# Anyone tried NAET theraphy?



## Guest (Aug 26, 2002)

Has anyone tried NAET theraphy? I'm just learning about it and it sounds very interesting and claims to have good results. I would love not to have to deal with all this dieting







but I'm really sceptical.


----------



## cloverleaf (Dec 18, 2001)

Yes, I tried NAET therapy. I bought the book and workbook and went to a practicitioner three times. She "cleared" me of four allergens. I was skeptical when I started, but had seen a presentation of hers at a natural foods store. The woman was empathetic and really believed she could help. But in the end, nothing came of it. I saw a PBS special with Dr.

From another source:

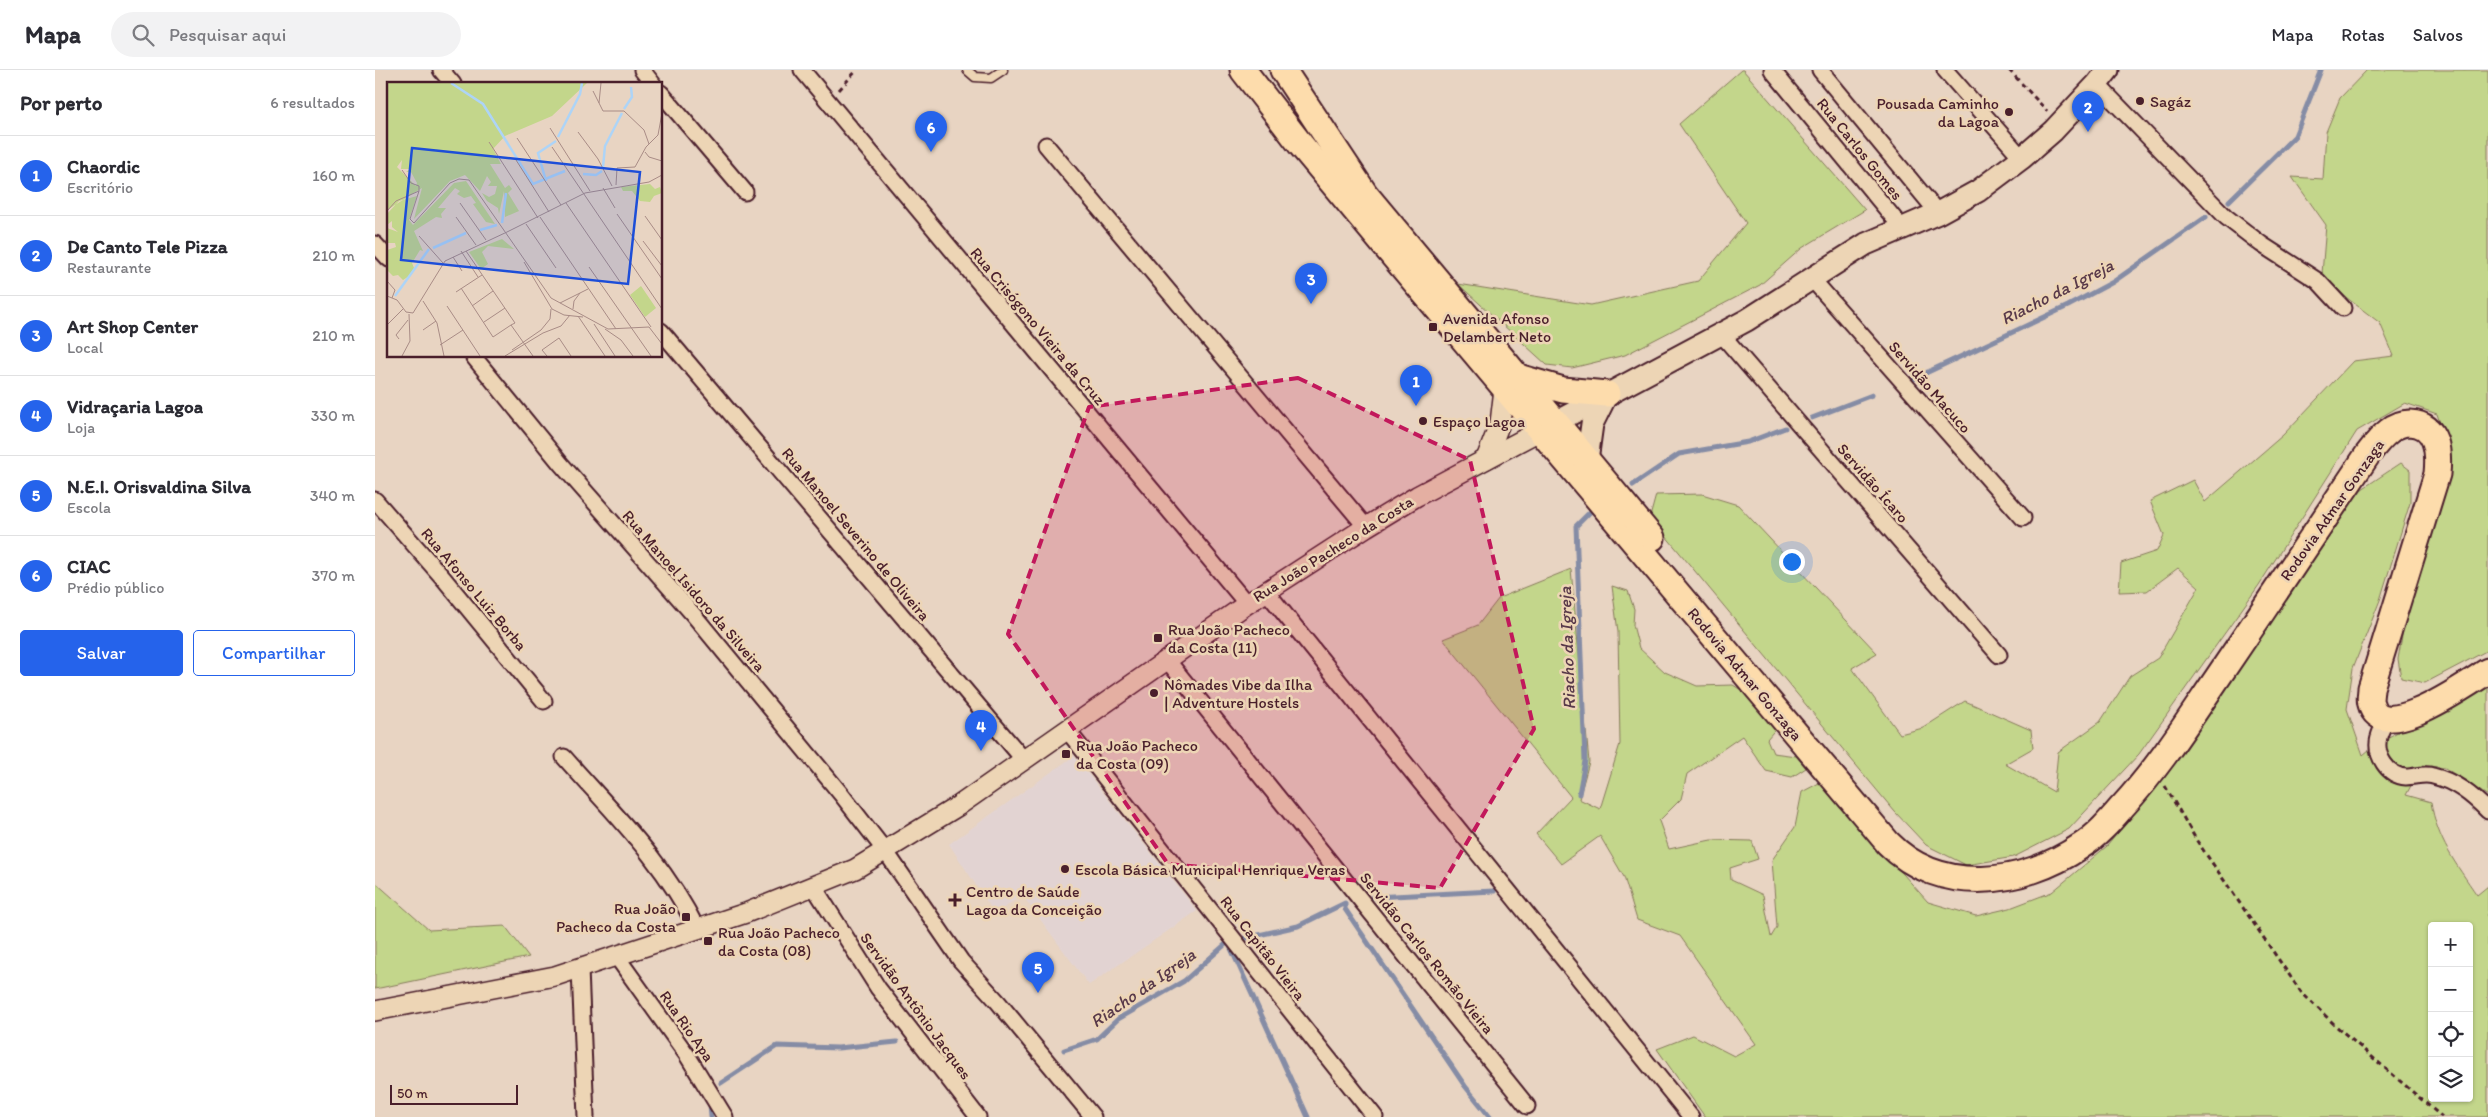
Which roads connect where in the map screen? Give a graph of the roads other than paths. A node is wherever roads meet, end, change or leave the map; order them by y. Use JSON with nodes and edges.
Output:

Cutler (the leading doc on NAET) and it was interesting. Maybe you'll be more fortunate, but I don't think there's much to it.


----------



## mally (Jan 8, 2002)

I visted a licensed acupuncturist, who is also an amateur kineseologist & NAET practitioner; he told me I'm allergic to various foods, etc.But when I questioned him closely as to whether he thought NAET would truly help me, he was sorta "evasive" and suggested I try his InfraRed treatment first. The latter didn't help me, and I chose to skip the NAET, since I was highly skeptical, especially after reading some of the reviews on RemedyFind.You might also find info by searching usenet via GoogleGroups.


----------